Fecha: febrero 18, 2026
El Marco Mundial para la Diversidad Biológica (GBF) de Kunming-Montreal reconoce que no se pueden lograr resultados duraderos en materia de conservación sin los derechos, el liderazgo y los conocimientos de los Pueblos Indígenas, los Pueblos Afrodescendientes y las comunidades locales. Este informe evalúa los marcos jurídicos y las estrategias de biodiversidad de 30 países con alta biodiversidad de África, Asia y América Latina para evaluar los avances hacia una conservación basada en los derechos y dirigida por las comunidades. Las conclusiones muestran tanto oportunidades notables como deficiencias persistentes que deberán aprovecharse o abordarse si los países quieren cumplir la promesa del GBF.
En muchos lugares, las comunidades que han administrado tierras, bosques y ríos durante generaciones siguen careciendo del reconocimiento legal y la protección que merecen.
Identificamos seis oportunidades que deben aprovecharse si los países quieren cumplir los objetivos 30×30 del Marco Mundial para la Diversidad Biológica:
- Reconocer las tierras y territorios de las comunidades: Los Estados deben garantizar los derechos de tenencia de las comunidades y respetar sus prioridades de conservación autodeterminadas, al tiempo que se aseguran de que las leyes y políticas de conservación nacionales no diluyan, contradigan o anulen estas protecciones.
- Reconocer los territorios indígenas y tradicionales (ITT) como una vía de conservación distinta: Los Estados deben establecer los mecanismos necesarios para incluir e informar sobre los ITT dentro de las áreas de conservación reconocidas a nivel nacional en el marco del Objetivo 3 del GBF.
- Reconocer el FPIC: Los países deben garantizar derechos claros y exigibles al FPIC y una participación significativa tanto en la ley como en la práctica.
- Garantizar la igualdad de derechos de las mujeres: Los países deben reformar todas las leyes y políticas aplicables para garantizar explícitamente la igualdad de derechos de las mujeres a participar en todas las decisiones de conservación, incluidos los derechos de las mujeres a ser miembros, votar y ejercer el liderazgo dentro de las comunidades.
- Garantizar que las Estrategias y Planes de Acción Nacionales sobre Biodiversidad (EPANB) sigan un enfoque basado en los derechos: Las EPANB deben elaborarse y aplicarse en plena colaboración con las comunidades para garantizar que se respeten sus derechos en todas las metas nacionales; esto incluye metas cuantificables para la conservación dirigida por las comunidades con el fin de alcanzar los objetivos de la Meta 3.
- Salvar la brecha entre las políticas y su aplicación: Las reformas legislativas y políticas basadas en los derechos deben ir acompañadas de medidas concretas para salvar la brecha entre la ley y la práctica.
Estas acciones son importantes.

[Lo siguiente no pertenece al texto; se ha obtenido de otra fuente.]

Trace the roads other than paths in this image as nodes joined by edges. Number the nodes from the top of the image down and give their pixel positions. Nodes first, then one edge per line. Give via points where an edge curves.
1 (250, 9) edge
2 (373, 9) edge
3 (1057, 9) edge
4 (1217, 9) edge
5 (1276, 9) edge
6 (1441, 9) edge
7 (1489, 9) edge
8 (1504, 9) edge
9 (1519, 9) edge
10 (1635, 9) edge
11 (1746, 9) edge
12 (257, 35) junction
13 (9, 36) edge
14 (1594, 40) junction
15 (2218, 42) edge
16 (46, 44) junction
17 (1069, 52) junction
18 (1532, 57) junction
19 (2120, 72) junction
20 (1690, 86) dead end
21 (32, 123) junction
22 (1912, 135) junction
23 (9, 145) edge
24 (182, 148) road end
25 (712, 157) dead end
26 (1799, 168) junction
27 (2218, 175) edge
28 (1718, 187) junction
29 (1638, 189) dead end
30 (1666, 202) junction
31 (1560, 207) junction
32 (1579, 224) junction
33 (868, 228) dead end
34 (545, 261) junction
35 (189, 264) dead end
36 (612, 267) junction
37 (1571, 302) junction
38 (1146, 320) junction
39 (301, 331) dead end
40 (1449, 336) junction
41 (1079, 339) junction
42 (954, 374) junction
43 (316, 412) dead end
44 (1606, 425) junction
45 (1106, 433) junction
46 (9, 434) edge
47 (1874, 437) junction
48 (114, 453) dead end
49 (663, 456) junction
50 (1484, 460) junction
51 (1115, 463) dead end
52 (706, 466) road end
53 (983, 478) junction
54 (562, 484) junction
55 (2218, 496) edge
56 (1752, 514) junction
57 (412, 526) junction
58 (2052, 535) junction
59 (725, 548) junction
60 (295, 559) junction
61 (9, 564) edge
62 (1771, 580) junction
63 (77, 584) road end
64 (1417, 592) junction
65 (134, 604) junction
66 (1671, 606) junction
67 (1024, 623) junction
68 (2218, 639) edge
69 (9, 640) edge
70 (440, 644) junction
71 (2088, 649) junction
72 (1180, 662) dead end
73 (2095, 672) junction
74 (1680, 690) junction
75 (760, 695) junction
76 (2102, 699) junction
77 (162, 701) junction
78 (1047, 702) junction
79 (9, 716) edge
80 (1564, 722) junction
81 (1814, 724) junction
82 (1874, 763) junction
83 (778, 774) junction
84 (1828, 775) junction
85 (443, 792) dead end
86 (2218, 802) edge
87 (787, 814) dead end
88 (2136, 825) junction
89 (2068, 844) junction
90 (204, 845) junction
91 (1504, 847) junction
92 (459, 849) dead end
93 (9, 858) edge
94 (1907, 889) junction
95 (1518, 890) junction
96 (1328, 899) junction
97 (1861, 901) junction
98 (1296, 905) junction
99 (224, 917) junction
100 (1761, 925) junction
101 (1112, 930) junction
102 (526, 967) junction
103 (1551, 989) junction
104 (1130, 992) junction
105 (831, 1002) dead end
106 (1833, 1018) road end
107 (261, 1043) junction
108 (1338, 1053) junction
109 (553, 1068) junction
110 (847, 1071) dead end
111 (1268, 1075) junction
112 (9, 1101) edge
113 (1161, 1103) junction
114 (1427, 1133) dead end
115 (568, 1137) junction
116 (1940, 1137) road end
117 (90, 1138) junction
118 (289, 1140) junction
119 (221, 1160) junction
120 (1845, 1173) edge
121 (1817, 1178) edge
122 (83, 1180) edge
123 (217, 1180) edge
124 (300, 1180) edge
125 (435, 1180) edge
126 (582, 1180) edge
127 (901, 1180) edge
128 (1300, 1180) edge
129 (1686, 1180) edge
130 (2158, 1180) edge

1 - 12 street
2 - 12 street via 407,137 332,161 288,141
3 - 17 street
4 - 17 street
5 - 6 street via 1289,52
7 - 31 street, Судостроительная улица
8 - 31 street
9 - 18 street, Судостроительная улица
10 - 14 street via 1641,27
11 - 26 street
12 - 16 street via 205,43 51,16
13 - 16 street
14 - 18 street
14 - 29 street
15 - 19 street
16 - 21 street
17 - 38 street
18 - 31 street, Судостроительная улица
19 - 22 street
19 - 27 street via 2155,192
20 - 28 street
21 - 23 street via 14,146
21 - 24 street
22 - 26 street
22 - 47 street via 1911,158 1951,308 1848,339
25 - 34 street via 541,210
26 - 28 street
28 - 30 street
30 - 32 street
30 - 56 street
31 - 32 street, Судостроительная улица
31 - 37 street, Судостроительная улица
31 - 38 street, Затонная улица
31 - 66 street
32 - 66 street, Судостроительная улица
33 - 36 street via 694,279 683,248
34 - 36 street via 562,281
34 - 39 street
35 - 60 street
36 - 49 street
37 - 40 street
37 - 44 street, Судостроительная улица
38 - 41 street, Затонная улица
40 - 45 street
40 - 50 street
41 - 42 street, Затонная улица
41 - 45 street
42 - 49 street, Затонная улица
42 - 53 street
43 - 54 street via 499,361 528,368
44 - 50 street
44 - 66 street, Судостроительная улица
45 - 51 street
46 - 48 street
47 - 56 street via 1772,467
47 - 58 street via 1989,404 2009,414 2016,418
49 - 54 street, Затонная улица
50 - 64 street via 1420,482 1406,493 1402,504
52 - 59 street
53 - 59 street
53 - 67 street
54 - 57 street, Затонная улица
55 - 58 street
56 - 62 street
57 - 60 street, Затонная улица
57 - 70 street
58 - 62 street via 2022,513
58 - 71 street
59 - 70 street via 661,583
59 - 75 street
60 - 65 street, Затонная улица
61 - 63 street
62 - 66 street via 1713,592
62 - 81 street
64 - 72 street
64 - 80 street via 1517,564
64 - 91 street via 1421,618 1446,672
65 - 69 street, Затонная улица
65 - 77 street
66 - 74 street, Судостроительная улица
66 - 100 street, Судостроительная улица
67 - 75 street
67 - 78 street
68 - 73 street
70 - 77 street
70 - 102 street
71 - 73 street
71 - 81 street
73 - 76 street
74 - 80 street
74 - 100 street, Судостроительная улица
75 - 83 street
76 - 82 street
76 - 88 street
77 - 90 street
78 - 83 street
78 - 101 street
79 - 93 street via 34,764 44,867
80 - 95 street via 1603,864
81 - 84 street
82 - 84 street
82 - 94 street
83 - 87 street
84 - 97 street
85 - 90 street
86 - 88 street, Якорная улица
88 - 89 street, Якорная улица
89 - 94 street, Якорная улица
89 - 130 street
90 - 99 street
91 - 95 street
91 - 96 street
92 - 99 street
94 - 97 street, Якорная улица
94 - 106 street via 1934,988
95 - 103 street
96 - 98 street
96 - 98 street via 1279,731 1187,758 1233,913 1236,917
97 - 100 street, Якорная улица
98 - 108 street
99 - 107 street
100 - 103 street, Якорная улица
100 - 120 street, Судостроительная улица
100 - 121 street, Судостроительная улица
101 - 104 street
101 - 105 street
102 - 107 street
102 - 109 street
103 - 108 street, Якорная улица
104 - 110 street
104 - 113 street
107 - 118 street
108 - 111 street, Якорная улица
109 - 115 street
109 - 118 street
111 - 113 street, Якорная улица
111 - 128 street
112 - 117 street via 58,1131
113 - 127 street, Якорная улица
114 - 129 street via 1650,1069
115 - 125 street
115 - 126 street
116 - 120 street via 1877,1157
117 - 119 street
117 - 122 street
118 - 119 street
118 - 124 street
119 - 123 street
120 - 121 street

Sin derechos de tenencia seguros y protecciones legales sólidas que apoyen y reconozcan la conservación liderada por la comunidad, los Estados corren el riesgo de repetir los errores del pasado y desplazar a las comunidades en nombre de la protección de la naturaleza.
Casi todos los países estudiados cuentan con vías legales potenciales para la conservación liderada por la comunidad. Lo que se necesita ahora es voluntad política, inversión y colaboración.